(Recorded data)
-- -- --

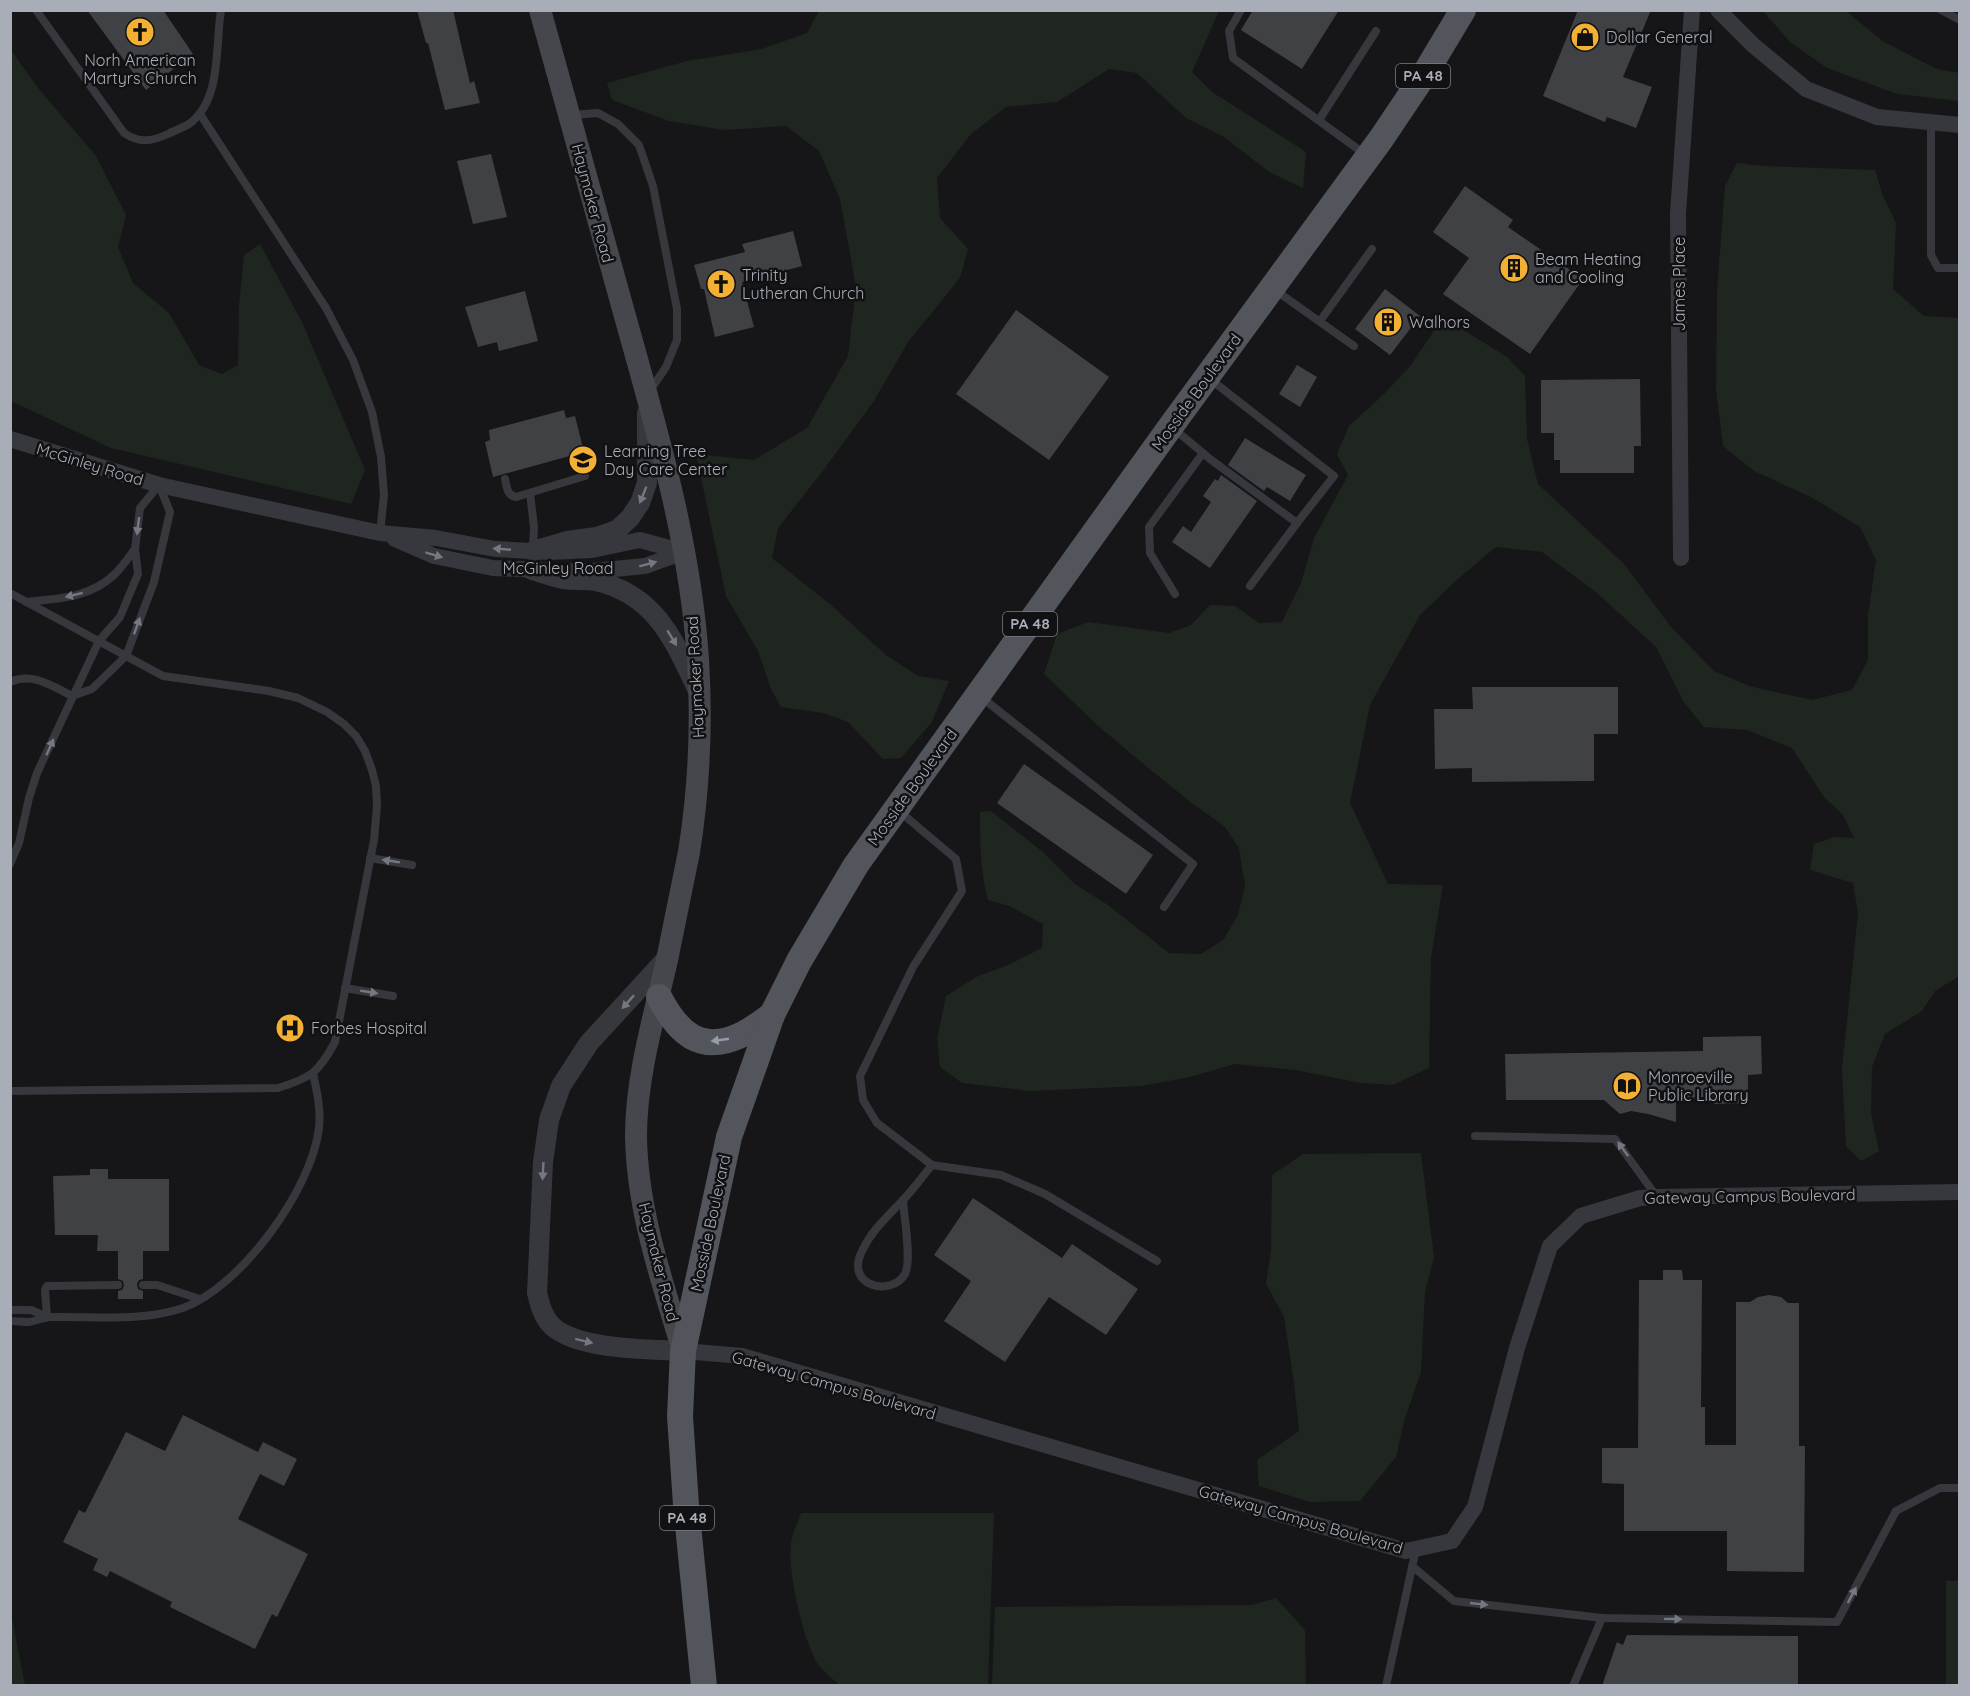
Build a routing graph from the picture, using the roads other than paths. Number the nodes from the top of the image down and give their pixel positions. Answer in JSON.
{"nodes":[{"id":1,"x":36,"y":10,"type":"edge"},
{"id":2,"x":222,"y":10,"type":"edge"},
{"id":3,"x":540,"y":10,"type":"edge"},
{"id":4,"x":1241,"y":10,"type":"edge"},
{"id":5,"x":1692,"y":10,"type":"edge"},
{"id":6,"x":1718,"y":10,"type":"edge"},
{"id":7,"x":1941,"y":10,"type":"edge"},
{"id":8,"x":1458,"y":12,"type":"edge"},
{"id":9,"x":1959,"y":20,"type":"edge"},
{"id":10,"x":1376,"y":31,"type":"dead end"},
{"id":11,"x":200,"y":114,"type":"junction"},
{"id":12,"x":569,"y":115,"type":"junction"},
{"id":13,"x":1319,"y":120,"type":"junction"},
{"id":14,"x":1931,"y":123,"type":"junction"},
{"id":15,"x":1959,"y":125,"type":"edge"},
{"id":16,"x":1368,"y":157,"type":"junction"},
{"id":17,"x":1372,"y":249,"type":"dead end"},
{"id":18,"x":1959,"y":268,"type":"edge"},
{"id":19,"x":1272,"y":288,"type":"junction"},
{"id":20,"x":1320,"y":321,"type":"junction"},
{"id":21,"x":1354,"y":346,"type":"dead end"},
{"id":22,"x":1207,"y":377,"type":"junction"},
{"id":23,"x":647,"y":395,"type":"junction"},
{"id":24,"x":1171,"y":426,"type":"junction"},
{"id":25,"x":10,"y":439,"type":"edge"},
{"id":26,"x":1203,"y":453,"type":"junction"},
{"id":27,"x":585,"y":476,"type":"dead end"},
{"id":28,"x":505,"y":479,"type":"dead end"},
{"id":29,"x":159,"y":485,"type":"junction"},
{"id":30,"x":530,"y":493,"type":"junction"},
{"id":31,"x":1297,"y":523,"type":"junction"},
{"id":32,"x":380,"y":533,"type":"junction"},
{"id":33,"x":135,"y":549,"type":"junction"},
{"id":34,"x":684,"y":552,"type":"junction"},
{"id":35,"x":1681,"y":558,"type":"dead end"},
{"id":36,"x":533,"y":561,"type":"junction"},
{"id":37,"x":1250,"y":586,"type":"dead end"},
{"id":38,"x":10,"y":593,"type":"edge"},
{"id":39,"x":1175,"y":594,"type":"dead end"},
{"id":40,"x":26,"y":602,"type":"junction"},
{"id":41,"x":99,"y":641,"type":"junction"},
{"id":42,"x":126,"y":656,"type":"junction"},
{"id":43,"x":10,"y":682,"type":"edge"},
{"id":44,"x":699,"y":693,"type":"junction"},
{"id":45,"x":978,"y":695,"type":"junction"},
{"id":46,"x":72,"y":696,"type":"junction"},
{"id":47,"x":897,"y":809,"type":"junction"},
{"id":48,"x":370,"y":858,"type":"junction"},
{"id":49,"x":10,"y":864,"type":"edge"},
{"id":50,"x":412,"y":865,"type":"dead end"},
{"id":51,"x":1164,"y":907,"type":"dead end"},
{"id":52,"x":667,"y":958,"type":"junction"},
{"id":53,"x":345,"y":988,"type":"junction"},
{"id":54,"x":393,"y":996,"type":"dead end"},
{"id":55,"x":658,"y":997,"type":"junction"},
{"id":56,"x":772,"y":1015,"type":"junction"},
{"id":57,"x":314,"y":1073,"type":"junction"},
{"id":58,"x":10,"y":1091,"type":"edge"},
{"id":59,"x":1475,"y":1136,"type":"dead end"},
{"id":60,"x":932,"y":1165,"type":"junction"},
{"id":61,"x":1959,"y":1192,"type":"edge"},
{"id":62,"x":1657,"y":1197,"type":"junction"},
{"id":63,"x":903,"y":1200,"type":"junction"},
{"id":64,"x":1157,"y":1261,"type":"dead end"},
{"id":65,"x":118,"y":1285,"type":"dead end"},
{"id":66,"x":143,"y":1285,"type":"dead end"},
{"id":67,"x":200,"y":1299,"type":"junction"},
{"id":68,"x":10,"y":1310,"type":"edge"},
{"id":69,"x":47,"y":1317,"type":"junction"},
{"id":70,"x":10,"y":1321,"type":"edge"},
{"id":71,"x":683,"y":1351,"type":"junction"},
{"id":72,"x":1959,"y":1488,"type":"edge"},
{"id":73,"x":1416,"y":1549,"type":"junction"},
{"id":74,"x":1412,"y":1566,"type":"junction"},
{"id":75,"x":1602,"y":1618,"type":"junction"},
{"id":76,"x":704,"y":1686,"type":"edge"},
{"id":77,"x":1386,"y":1686,"type":"edge"},
{"id":78,"x":1573,"y":1686,"type":"edge"}],
"edges":[{"from":1,"to":11,"type":"lane"},
{"from":2,"to":11,"type":"lane"},
{"from":3,"to":12,"type":"main road","name":"Haymaker Road"},
{"from":4,"to":13,"type":"lane"},
{"from":5,"to":35,"type":"street","name":"James Place"},
{"from":6,"to":14,"type":"street"},
{"from":7,"to":9,"type":"lane"},
{"from":8,"to":16,"type":"main road","name":"Mosside Boulevard","number":"PA 48"},
{"from":10,"to":13,"type":"lane"},
{"from":11,"to":32,"type":"lane"},
{"from":12,"to":23,"type":"main road","name":"Haymaker Road"},
{"from":12,"to":23,"type":"lane"},
{"from":13,"to":16,"type":"lane"},
{"from":14,"to":15,"type":"street"},
{"from":14,"to":18,"type":"lane"},
{"from":16,"to":19,"type":"main road","name":"Mosside Boulevard","number":"PA 48"},
{"from":17,"to":20,"type":"lane"},
{"from":19,"to":20,"type":"lane"},
{"from":19,"to":22,"type":"main road","name":"Mosside Boulevard","number":"PA 48"},
{"from":20,"to":21,"type":"lane"},
{"from":22,"to":24,"type":"main road","name":"Mosside Boulevard","number":"PA 48"},
{"from":22,"to":31,"type":"lane"},
{"from":23,"to":34,"type":"main road","name":"Haymaker Road"},
{"from":23,"to":36,"type":"street","one_way":true},
{"from":24,"to":26,"type":"lane"},
{"from":24,"to":45,"type":"main road","name":"Mosside Boulevard","number":"PA 48"},
{"from":25,"to":29,"type":"street","name":"McGinley Road"},
{"from":26,"to":31,"type":"lane"},
{"from":26,"to":39,"type":"lane"},
{"from":27,"to":30,"type":"lane"},
{"from":28,"to":30,"type":"lane"},
{"from":29,"to":32,"type":"street","name":"McGinley Road"},
{"from":29,"to":33,"type":"lane","one_way":true},
{"from":42,"to":29,"type":"lane","one_way":true},
{"from":30,"to":36,"type":"lane"},
{"from":31,"to":37,"type":"lane"},
{"from":32,"to":36,"type":"street","name":"McGinley Road"},
{"from":33,"to":40,"type":"lane","one_way":true},
{"from":33,"to":41,"type":"lane"},
{"from":36,"to":34,"type":"street","name":"McGinley Road","one_way":true},
{"from":34,"to":36,"type":"street","name":"McGinley Road"},
{"from":34,"to":44,"type":"main road","name":"Haymaker Road"},
{"from":36,"to":44,"type":"street","one_way":true},
{"from":38,"to":40,"type":"lane"},
{"from":40,"to":41,"type":"lane"},
{"from":41,"to":42,"type":"lane"},
{"from":41,"to":46,"type":"lane"},
{"from":42,"to":46,"type":"lane"},
{"from":42,"to":48,"type":"lane"},
{"from":43,"to":46,"type":"lane"},
{"from":44,"to":52,"type":"main road","name":"Haymaker Road"},
{"from":45,"to":47,"type":"main road","name":"Mosside Boulevard","number":"PA 48"},
{"from":45,"to":51,"type":"lane"},
{"from":49,"to":46,"type":"lane","one_way":true},
{"from":47,"to":56,"type":"main road","name":"Mosside Boulevard","number":"PA 48"},
{"from":47,"to":60,"type":"lane"},
{"from":50,"to":48,"type":"lane","one_way":true},
{"from":48,"to":53,"type":"lane"},
{"from":52,"to":55,"type":"main road","name":"Haymaker Road"},
{"from":52,"to":71,"type":"street","one_way":true},
{"from":53,"to":54,"type":"lane","one_way":true},
{"from":53,"to":57,"type":"lane"},
{"from":56,"to":55,"type":"main road","one_way":true},
{"from":55,"to":71,"type":"main road","name":"Haymaker Road"},
{"from":56,"to":71,"type":"main road","name":"Mosside Boulevard","number":"PA 48"},
{"from":57,"to":58,"type":"lane"},
{"from":57,"to":67,"type":"lane"},
{"from":62,"to":59,"type":"lane","one_way":true},
{"from":60,"to":63,"type":"lane"},
{"from":60,"to":64,"type":"lane"},
{"from":61,"to":62,"type":"street","name":"Gateway Campus Boulevard"},
{"from":62,"to":73,"type":"street","name":"Gateway Campus Boulevard"},
{"from":63,"to":63,"type":"lane"},
{"from":65,"to":69,"type":"lane"},
{"from":66,"to":67,"type":"lane"},
{"from":67,"to":69,"type":"lane"},
{"from":68,"to":69,"type":"lane"},
{"from":69,"to":70,"type":"lane"},
{"from":71,"to":73,"type":"street","name":"Gateway Campus Boulevard"},
{"from":71,"to":76,"type":"main road","name":"Mosside Boulevard","number":"PA 48"},
{"from":75,"to":72,"type":"lane","one_way":true},
{"from":73,"to":74,"type":"lane"},
{"from":74,"to":75,"type":"lane","one_way":true},
{"from":74,"to":77,"type":"lane"},
{"from":75,"to":78,"type":"lane"}]}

-- -- --

# [Work required]
Starting from the records above, filter out all lines except those containing the word "Gateway".

# [Exercise answer]
{"from":61,"to":62,"type":"street","name":"Gateway Campus Boulevard"},
{"from":62,"to":73,"type":"street","name":"Gateway Campus Boulevard"},
{"from":71,"to":73,"type":"street","name":"Gateway Campus Boulevard"},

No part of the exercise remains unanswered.